Após transitar por uma tendência "terceiro-mundista" nos anos 80, quando Kuala Lumpur apoiou a Organização para a Libertação da Palestina -vista então com maus olhos pelos EUA- e o Congresso Nacional Africano -quando Mandela estava na prisão-, a Malásia virou a "menina dos olhos" de Washington.
Hoje, segundo a Anistia Internacional, os presos com base na Lei de Segurança Interna podem chegar a uma centena. Essa lei, tida como uma "arma poderosa antiterrorista", dá à polícia liberdade para prender sem mandado ou acusação formal na Justiça.
O governo malasiano diz que ao menos 70 supostos integrantes do Jemaah Islamiyah, a nova vedete dos caçadores de terroristas, estão detidos por "tramar contra a segurança do Estado".
Tendo 53% de sua população professando o islamismo, teme-se que qualquer movimento que pregue a reforma do Estado ou que tenha legítimas aspirações políticas possa ser encaixado na definição de terrorista.
John Gershman vai pelo mesma análise e afirma que os movimento extremistas no Sudeste Asiático estão sendo superestimados. Analista do IRC (Interhemispheric Resource Center), ele diz que essa situação pode levar a uma resposta militarizada a problemas que lá realmente existem.
Wallerson lembra que não há um terrorismo patrocinado pelo Estado na região, e mesmo um certo grau de confusão entre militância islâmica e política secular não leva a risco de extremismos.
Ele aponta a eleição de Abdurrahman Wahid para presidente da Indonésia, em 1999, como exemplo. Wahid era um conhecido líder muçulmano.
"O problema é que Washington tende a colocar na vala comum os mais diferentes tipos de movimentos islâmicos", afirma.

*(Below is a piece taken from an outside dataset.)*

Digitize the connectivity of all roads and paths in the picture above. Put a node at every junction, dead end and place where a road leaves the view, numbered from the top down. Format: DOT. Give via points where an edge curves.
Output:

O Jemaah Islamiyah ilustra o caso. Mesmo aparentemente tendo ligações com a Al Qaeda e sendo suspeito do atentado em Bali, o grupo não teria mais do que 700 militantes na Indonésia, que é o país com a maior população muçulmana do mundo.
O que temem os analistas é que a ação deletéria desse grupo se reflita na repressão aos movimentos separatistas não-violentos, como o de Aceh, por exemplo.

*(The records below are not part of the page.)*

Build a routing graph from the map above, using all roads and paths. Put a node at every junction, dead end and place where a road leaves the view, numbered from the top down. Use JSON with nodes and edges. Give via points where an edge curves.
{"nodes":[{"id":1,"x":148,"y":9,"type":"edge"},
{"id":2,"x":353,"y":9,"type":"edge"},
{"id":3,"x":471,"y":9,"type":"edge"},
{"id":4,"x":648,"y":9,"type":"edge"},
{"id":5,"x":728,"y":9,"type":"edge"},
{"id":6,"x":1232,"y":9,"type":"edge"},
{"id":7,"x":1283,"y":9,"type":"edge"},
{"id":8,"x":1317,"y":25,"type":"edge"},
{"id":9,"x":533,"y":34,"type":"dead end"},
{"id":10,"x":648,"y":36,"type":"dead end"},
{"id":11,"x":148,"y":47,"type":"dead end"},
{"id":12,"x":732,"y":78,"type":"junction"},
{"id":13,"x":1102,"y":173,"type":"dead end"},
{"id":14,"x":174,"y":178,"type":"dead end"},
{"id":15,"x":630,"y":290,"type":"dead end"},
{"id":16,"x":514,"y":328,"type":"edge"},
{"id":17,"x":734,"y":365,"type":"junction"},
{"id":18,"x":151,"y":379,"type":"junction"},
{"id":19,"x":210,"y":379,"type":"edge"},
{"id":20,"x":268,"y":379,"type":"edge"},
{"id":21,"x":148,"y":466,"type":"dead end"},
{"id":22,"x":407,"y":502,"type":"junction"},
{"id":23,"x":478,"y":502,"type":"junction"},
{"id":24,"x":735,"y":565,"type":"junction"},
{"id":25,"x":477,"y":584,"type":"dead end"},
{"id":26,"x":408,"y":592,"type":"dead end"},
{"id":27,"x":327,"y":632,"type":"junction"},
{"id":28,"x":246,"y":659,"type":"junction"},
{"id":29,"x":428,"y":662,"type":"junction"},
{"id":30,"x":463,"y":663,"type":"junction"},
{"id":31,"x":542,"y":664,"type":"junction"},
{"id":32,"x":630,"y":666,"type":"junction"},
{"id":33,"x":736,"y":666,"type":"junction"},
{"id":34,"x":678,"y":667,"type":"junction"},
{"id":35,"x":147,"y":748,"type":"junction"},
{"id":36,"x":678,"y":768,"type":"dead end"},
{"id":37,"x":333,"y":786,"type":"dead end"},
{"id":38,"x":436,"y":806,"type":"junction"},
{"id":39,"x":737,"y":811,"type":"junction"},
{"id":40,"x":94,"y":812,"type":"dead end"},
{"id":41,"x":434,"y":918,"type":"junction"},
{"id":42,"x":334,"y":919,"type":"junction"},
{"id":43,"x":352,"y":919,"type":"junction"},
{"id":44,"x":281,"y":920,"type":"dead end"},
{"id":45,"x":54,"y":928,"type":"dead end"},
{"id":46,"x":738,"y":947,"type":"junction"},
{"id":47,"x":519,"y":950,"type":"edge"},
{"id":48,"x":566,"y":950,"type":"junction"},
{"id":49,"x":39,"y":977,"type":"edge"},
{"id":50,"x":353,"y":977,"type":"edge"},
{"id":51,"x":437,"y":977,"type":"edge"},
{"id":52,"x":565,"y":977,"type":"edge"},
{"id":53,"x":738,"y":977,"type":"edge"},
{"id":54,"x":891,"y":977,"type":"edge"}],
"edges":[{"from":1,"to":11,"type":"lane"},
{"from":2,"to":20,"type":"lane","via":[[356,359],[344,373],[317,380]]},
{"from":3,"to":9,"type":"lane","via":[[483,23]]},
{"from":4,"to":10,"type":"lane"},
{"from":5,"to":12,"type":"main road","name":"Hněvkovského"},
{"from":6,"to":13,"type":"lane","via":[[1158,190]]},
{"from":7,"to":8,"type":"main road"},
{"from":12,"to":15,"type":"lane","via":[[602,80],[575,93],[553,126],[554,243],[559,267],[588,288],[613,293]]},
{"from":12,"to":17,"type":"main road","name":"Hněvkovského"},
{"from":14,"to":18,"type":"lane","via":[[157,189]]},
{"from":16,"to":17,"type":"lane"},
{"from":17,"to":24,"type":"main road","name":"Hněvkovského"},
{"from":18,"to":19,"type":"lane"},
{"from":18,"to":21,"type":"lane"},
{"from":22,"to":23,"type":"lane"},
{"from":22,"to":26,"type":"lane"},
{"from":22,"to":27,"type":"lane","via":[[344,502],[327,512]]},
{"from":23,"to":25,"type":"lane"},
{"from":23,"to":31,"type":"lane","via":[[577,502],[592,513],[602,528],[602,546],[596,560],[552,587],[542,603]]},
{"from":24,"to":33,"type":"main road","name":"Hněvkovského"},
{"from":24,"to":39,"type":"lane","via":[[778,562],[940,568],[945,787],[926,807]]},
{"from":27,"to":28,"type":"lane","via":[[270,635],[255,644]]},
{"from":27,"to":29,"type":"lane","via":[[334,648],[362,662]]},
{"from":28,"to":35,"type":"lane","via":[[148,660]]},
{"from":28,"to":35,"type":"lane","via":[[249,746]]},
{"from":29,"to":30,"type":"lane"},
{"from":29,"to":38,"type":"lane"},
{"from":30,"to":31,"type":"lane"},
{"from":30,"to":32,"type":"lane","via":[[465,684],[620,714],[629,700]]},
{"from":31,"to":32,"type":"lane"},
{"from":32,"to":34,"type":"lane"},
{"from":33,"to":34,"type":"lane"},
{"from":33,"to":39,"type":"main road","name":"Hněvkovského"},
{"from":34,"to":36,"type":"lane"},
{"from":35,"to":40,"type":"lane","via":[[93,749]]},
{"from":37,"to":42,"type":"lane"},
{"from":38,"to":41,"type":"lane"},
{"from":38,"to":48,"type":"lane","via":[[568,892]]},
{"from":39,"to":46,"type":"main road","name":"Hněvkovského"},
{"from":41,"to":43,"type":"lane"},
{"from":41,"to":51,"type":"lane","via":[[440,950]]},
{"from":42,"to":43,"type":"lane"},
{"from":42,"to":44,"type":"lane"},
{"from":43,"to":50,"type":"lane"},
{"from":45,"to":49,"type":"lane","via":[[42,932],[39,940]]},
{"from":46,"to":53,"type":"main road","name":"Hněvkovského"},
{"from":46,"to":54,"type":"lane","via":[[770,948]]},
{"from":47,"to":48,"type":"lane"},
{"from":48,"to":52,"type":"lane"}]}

Ali, em Aceh, eles identificam o próximo ponto de tensão a estourar. Com 4,3 milhões de habitantes, a Província fica no noroeste da ilha de Sumatra e tem uma história particular. Acabou sendo levada à força para a Indonésia, quando o país se formou, após a Segunda Guerra Mundial.
Apesar de ser responsável por um terço das exportações de gás natural e de um quinto das de petróleo, sua participação no Orçamento total indonésio não ultrapassa os 5%. Reivindicando a independência, cerca de 500 mil pessoas foram às ruas na capital local, Banda Aceh, em 1999.
Além de Aceh, as regiões indonésias de Irian Jaya e Kalimantan também são conhecidas por suas aspirações separatistas.
"A adoção na Indonésia de novas leis contra o terrorismo pode levar a um endurecimento do regime, como na época de Suharto, e a um fortalecimento dos militares, coisa que a presidente Megawati Sukarnoputri não gostaria", estima Wallerson. Esse movimento já começou: a Indonésia anunciou ontem a adoção, por decreto, dessas leis. A base é a mesma da legislação da Malásia.

Próximo passo dos EUA
Membros da linha dura do governo Bush já se movimentam para derrubar uma restrição do Congresso, datada de 1999, que impede a ajuda militar ao Exército indonésio, por causa de violações dos direitos humanos.
Se derrubada a restrição, analistas crêem que os EUA devam tentar levar adiante uma ação como a das Filipinas, treinando tropas especializadas em combate ao terrorismo e fornecendo material.
A participação direta de tropas americanas, como nas Filipinas, não faz parte dos planos de Washington. Mas a grande questão que deve se impor nos próximos meses e que continua sem resposta é como os EUA vão se envolver nos conflitos do Sudeste Asiático sem que sejam tragados por eles.